Records contained in a dataset:
#####

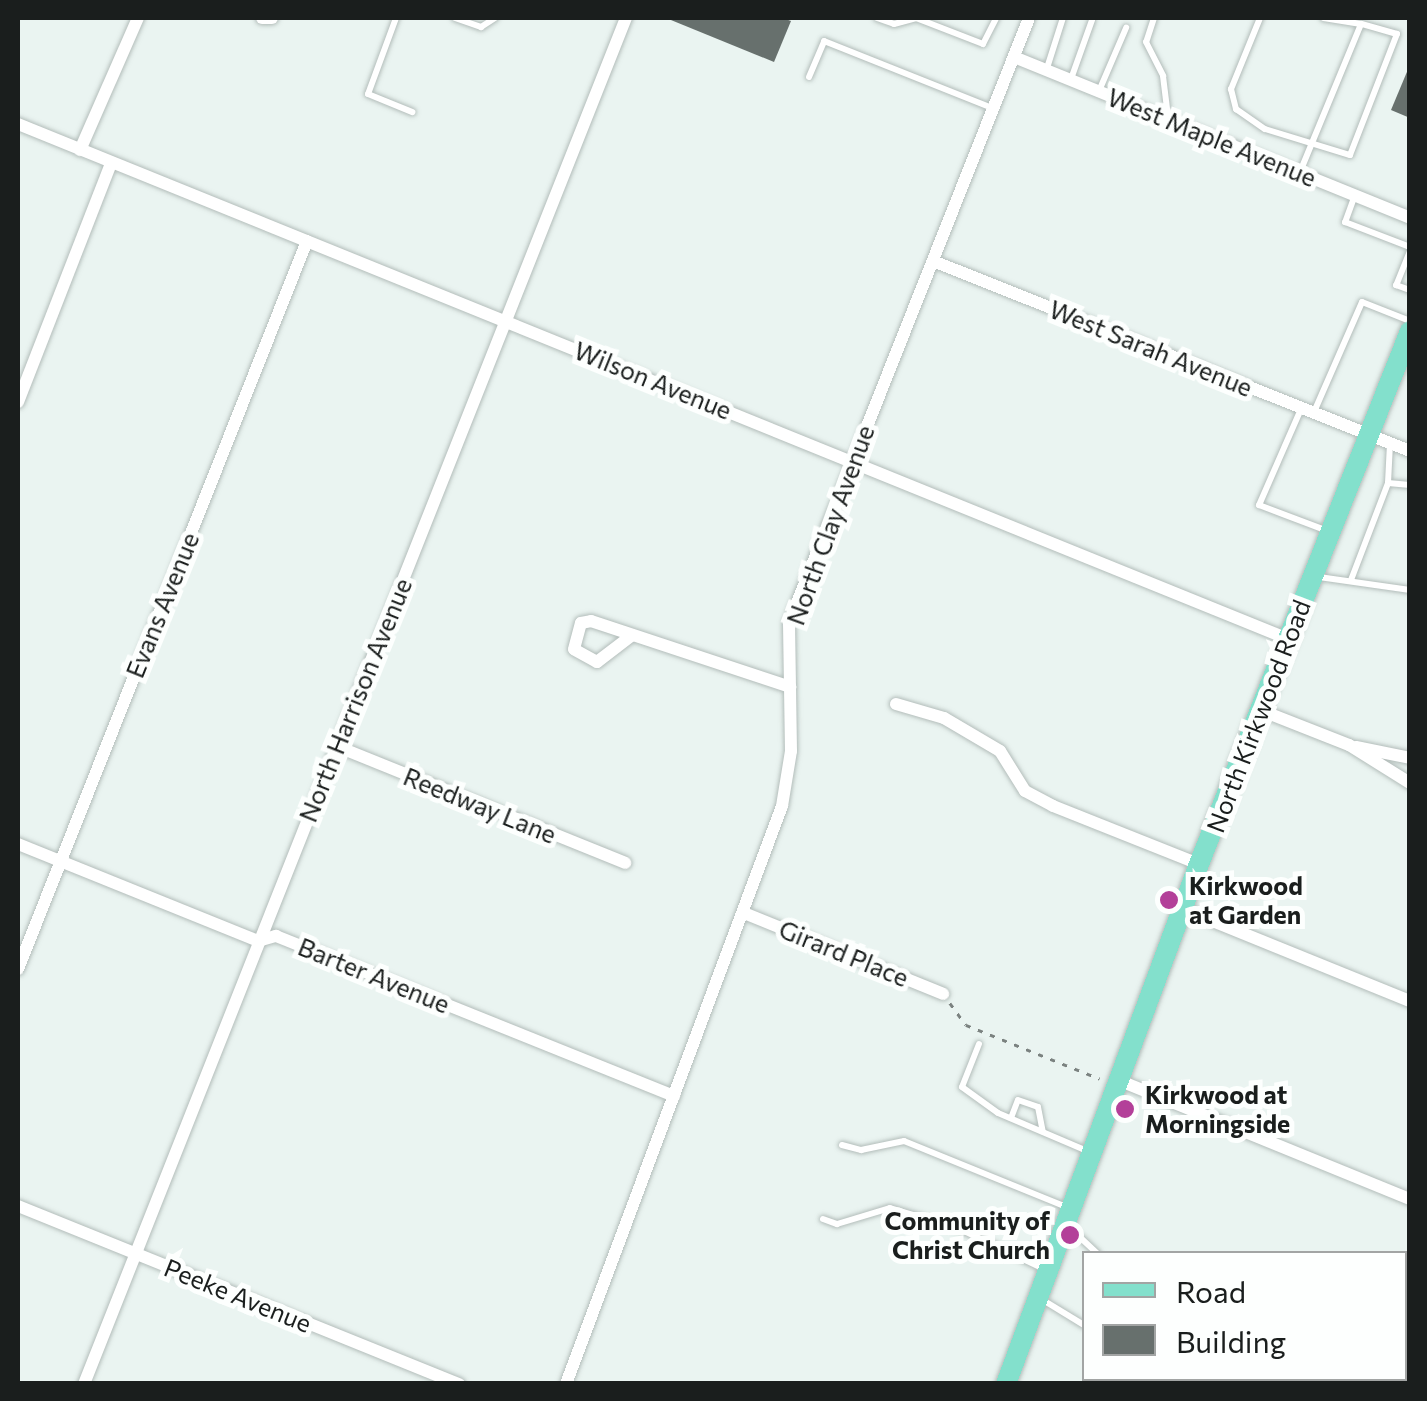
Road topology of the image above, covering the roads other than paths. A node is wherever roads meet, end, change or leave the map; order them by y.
1 (138, 18) edge
2 (262, 18) edge
3 (272, 18) edge
4 (396, 18) edge
5 (456, 18) edge
6 (495, 18) edge
7 (626, 18) edge
8 (878, 18) edge
9 (996, 18) edge
10 (1029, 18) edge
11 (1063, 18) edge
12 (1154, 18) edge
13 (1260, 18) edge
14 (1324, 18) edge
15 (909, 19) edge
16 (1092, 20) edge
17 (1361, 24) junction
18 (1126, 28) dead end
19 (1014, 57) junction
20 (1046, 70) junction
21 (809, 76) dead end
22 (1070, 80) junction
23 (1099, 92) junction
24 (994, 108) junction
25 (412, 112) dead end
26 (1168, 118) junction
27 (18, 124) edge
28 (1312, 146) junction
29 (80, 150) junction
30 (112, 163) junction
31 (1300, 172) junction
32 (1356, 194) junction
33 (1410, 218) edge
34 (306, 241) junction
35 (1410, 249) edge
36 (933, 261) junction
37 (1410, 290) edge
38 (507, 320) junction
39 (1410, 321) edge
40 (1410, 330) edge
41 (18, 402) edge
42 (1307, 410) junction
43 (1368, 434) junction
44 (1390, 443) junction
45 (1410, 451) edge
46 (849, 461) junction
47 (1388, 483) junction
48 (1410, 485) edge
49 (1330, 532) junction
50 (1314, 574) junction
51 (1350, 580) junction
52 (1410, 590) edge
53 (632, 636) dead end
54 (1288, 639) junction
55 (790, 687) junction
56 (896, 704) dead end
57 (1260, 710) junction
58 (336, 746) junction
59 (1348, 746) junction
60 (1410, 758) edge
61 (1410, 783) edge
62 (18, 844) edge
63 (60, 862) junction
64 (624, 863) dead end
65 (1199, 864) junction
66 (1183, 909) junction
67 (744, 913) junction
68 (258, 941) junction
69 (18, 969) edge
70 (943, 994) road end
71 (1410, 1001) edge
72 (979, 1044) dead end
73 (1117, 1083) junction
74 (674, 1096) junction
75 (1011, 1118) junction
76 (1043, 1132) junction
77 (842, 1145) dead end
78 (1092, 1154) junction
79 (1410, 1199) edge
80 (18, 1206) edge
81 (1068, 1216) junction
82 (823, 1219) dead end
83 (1096, 1251) edge
84 (135, 1254) junction
85 (1048, 1270) junction
86 (1038, 1297) junction
87 (1082, 1324) edge
88 (84, 1384) edge
89 (458, 1384) edge
90 (566, 1384) edge
91 (1006, 1384) edge

1 - 29 street
2 - 3 street
4 - 25 lane
5 - 6 lane
7 - 38 street, North Harrison Avenue
8 - 15 lane
9 - 15 lane
10 - 19 street, North Clay Avenue
11 - 20 lane
12 - 26 lane
13 - 28 lane
14 - 17 lane
16 - 22 lane
17 - 28 lane
17 - 28 lane
18 - 23 lane
19 - 20 street, West Maple Avenue
19 - 24 street, North Clay Avenue
20 - 22 street, West Maple Avenue
21 - 24 lane
22 - 23 street, West Maple Avenue
23 - 26 street, West Maple Avenue
24 - 36 street, North Clay Avenue
26 - 31 street, West Maple Avenue
27 - 29 street, Wilson Avenue
28 - 31 lane
29 - 30 street, Wilson Avenue
30 - 34 street, Wilson Avenue
30 - 41 street
31 - 32 street, West Maple Avenue
32 - 33 street, West Maple Avenue
32 - 35 lane
34 - 38 street, Wilson Avenue
34 - 63 street, Evans Avenue
35 - 37 lane
36 - 42 street, West Sarah Avenue
36 - 46 street, North Clay Avenue
38 - 46 street, Wilson Avenue
38 - 58 street, North Harrison Avenue
39 - 42 lane
40 - 43 main road, North Kirkwood Road
42 - 43 street, West Sarah Avenue
42 - 49 lane
43 - 44 street, West Sarah Avenue
43 - 49 main road, North Kirkwood Road
44 - 45 street, West Sarah Avenue
44 - 47 lane
46 - 54 street, Wilson Avenue
46 - 55 street, North Clay Avenue
47 - 48 lane
47 - 51 lane
49 - 50 main road, North Kirkwood Road
50 - 51 lane
50 - 54 main road, North Kirkwood Road
51 - 52 lane
53 - 55 street
54 - 57 main road, North Kirkwood Road
55 - 67 street, North Clay Avenue
56 - 65 street
57 - 59 street
57 - 65 main road, North Kirkwood Road
58 - 64 street, Reedway Lane
58 - 68 street, North Harrison Avenue
59 - 60 street
59 - 61 street
62 - 63 street, Barter Avenue
63 - 68 street, Barter Avenue
63 - 69 street, Evans Avenue
65 - 66 main road, North Kirkwood Road
66 - 71 street
66 - 73 main road, North Kirkwood Road
67 - 70 street, Girard Place
67 - 74 street, North Clay Avenue
68 - 74 street, Barter Avenue
68 - 84 street, North Harrison Avenue
72 - 75 lane
73 - 78 main road, North Kirkwood Road
73 - 79 street
74 - 90 street, North Clay Avenue
75 - 76 lane
75 - 76 lane
76 - 78 lane
77 - 81 lane
78 - 81 main road, North Kirkwood Road
80 - 84 street, Peeke Avenue
81 - 83 lane
81 - 85 main road, North Kirkwood Road
82 - 85 lane
84 - 88 street, North Harrison Avenue
84 - 89 street, Peeke Avenue
85 - 86 main road, North Kirkwood Road
86 - 87 lane
86 - 91 main road, North Kirkwood Road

#####

Goal of the exercise:
Word for word, copy every line of the data, excluding any pictures.

Answer box:
Road topology of the image above, covering the roads other than paths. A node is wherever roads meet, end, change or leave the map; order them by y.
1 (138, 18) edge
2 (262, 18) edge
3 (272, 18) edge
4 (396, 18) edge
5 (456, 18) edge
6 (495, 18) edge
7 (626, 18) edge
8 (878, 18) edge
9 (996, 18) edge
10 (1029, 18) edge
11 (1063, 18) edge
12 (1154, 18) edge
13 (1260, 18) edge
14 (1324, 18) edge
15 (909, 19) edge
16 (1092, 20) edge
17 (1361, 24) junction
18 (1126, 28) dead end
19 (1014, 57) junction
20 (1046, 70) junction
21 (809, 76) dead end
22 (1070, 80) junction
23 (1099, 92) junction
24 (994, 108) junction
25 (412, 112) dead end
26 (1168, 118) junction
27 (18, 124) edge
28 (1312, 146) junction
29 (80, 150) junction
30 (112, 163) junction
31 (1300, 172) junction
32 (1356, 194) junction
33 (1410, 218) edge
34 (306, 241) junction
35 (1410, 249) edge
36 (933, 261) junction
37 (1410, 290) edge
38 (507, 320) junction
39 (1410, 321) edge
40 (1410, 330) edge
41 (18, 402) edge
42 (1307, 410) junction
43 (1368, 434) junction
44 (1390, 443) junction
45 (1410, 451) edge
46 (849, 461) junction
47 (1388, 483) junction
48 (1410, 485) edge
49 (1330, 532) junction
50 (1314, 574) junction
51 (1350, 580) junction
52 (1410, 590) edge
53 (632, 636) dead end
54 (1288, 639) junction
55 (790, 687) junction
56 (896, 704) dead end
57 (1260, 710) junction
58 (336, 746) junction
59 (1348, 746) junction
60 (1410, 758) edge
61 (1410, 783) edge
62 (18, 844) edge
63 (60, 862) junction
64 (624, 863) dead end
65 (1199, 864) junction
66 (1183, 909) junction
67 (744, 913) junction
68 (258, 941) junction
69 (18, 969) edge
70 (943, 994) road end
71 (1410, 1001) edge
72 (979, 1044) dead end
73 (1117, 1083) junction
74 (674, 1096) junction
75 (1011, 1118) junction
76 (1043, 1132) junction
77 (842, 1145) dead end
78 (1092, 1154) junction
79 (1410, 1199) edge
80 (18, 1206) edge
81 (1068, 1216) junction
82 (823, 1219) dead end
83 (1096, 1251) edge
84 (135, 1254) junction
85 (1048, 1270) junction
86 (1038, 1297) junction
87 (1082, 1324) edge
88 (84, 1384) edge
89 (458, 1384) edge
90 (566, 1384) edge
91 (1006, 1384) edge

1 - 29 street
2 - 3 street
4 - 25 lane
5 - 6 lane
7 - 38 street, North Harrison Avenue
8 - 15 lane
9 - 15 lane
10 - 19 street, North Clay Avenue
11 - 20 lane
12 - 26 lane
13 - 28 lane
14 - 17 lane
16 - 22 lane
17 - 28 lane
17 - 28 lane
18 - 23 lane
19 - 20 street, West Maple Avenue
19 - 24 street, North Clay Avenue
20 - 22 street, West Maple Avenue
21 - 24 lane
22 - 23 street, West Maple Avenue
23 - 26 street, West Maple Avenue
24 - 36 street, North Clay Avenue
26 - 31 street, West Maple Avenue
27 - 29 street, Wilson Avenue
28 - 31 lane
29 - 30 street, Wilson Avenue
30 - 34 street, Wilson Avenue
30 - 41 street
31 - 32 street, West Maple Avenue
32 - 33 street, West Maple Avenue
32 - 35 lane
34 - 38 street, Wilson Avenue
34 - 63 street, Evans Avenue
35 - 37 lane
36 - 42 street, West Sarah Avenue
36 - 46 street, North Clay Avenue
38 - 46 street, Wilson Avenue
38 - 58 street, North Harrison Avenue
39 - 42 lane
40 - 43 main road, North Kirkwood Road
42 - 43 street, West Sarah Avenue
42 - 49 lane
43 - 44 street, West Sarah Avenue
43 - 49 main road, North Kirkwood Road
44 - 45 street, West Sarah Avenue
44 - 47 lane
46 - 54 street, Wilson Avenue
46 - 55 street, North Clay Avenue
47 - 48 lane
47 - 51 lane
49 - 50 main road, North Kirkwood Road
50 - 51 lane
50 - 54 main road, North Kirkwood Road
51 - 52 lane
53 - 55 street
54 - 57 main road, North Kirkwood Road
55 - 67 street, North Clay Avenue
56 - 65 street
57 - 59 street
57 - 65 main road, North Kirkwood Road
58 - 64 street, Reedway Lane
58 - 68 street, North Harrison Avenue
59 - 60 street
59 - 61 street
62 - 63 street, Barter Avenue
63 - 68 street, Barter Avenue
63 - 69 street, Evans Avenue
65 - 66 main road, North Kirkwood Road
66 - 71 street
66 - 73 main road, North Kirkwood Road
67 - 70 street, Girard Place
67 - 74 street, North Clay Avenue
68 - 74 street, Barter Avenue
68 - 84 street, North Harrison Avenue
72 - 75 lane
73 - 78 main road, North Kirkwood Road
73 - 79 street
74 - 90 street, North Clay Avenue
75 - 76 lane
75 - 76 lane
76 - 78 lane
77 - 81 lane
78 - 81 main road, North Kirkwood Road
80 - 84 street, Peeke Avenue
81 - 83 lane
81 - 85 main road, North Kirkwood Road
82 - 85 lane
84 - 88 street, North Harrison Avenue
84 - 89 street, Peeke Avenue
85 - 86 main road, North Kirkwood Road
86 - 87 lane
86 - 91 main road, North Kirkwood Road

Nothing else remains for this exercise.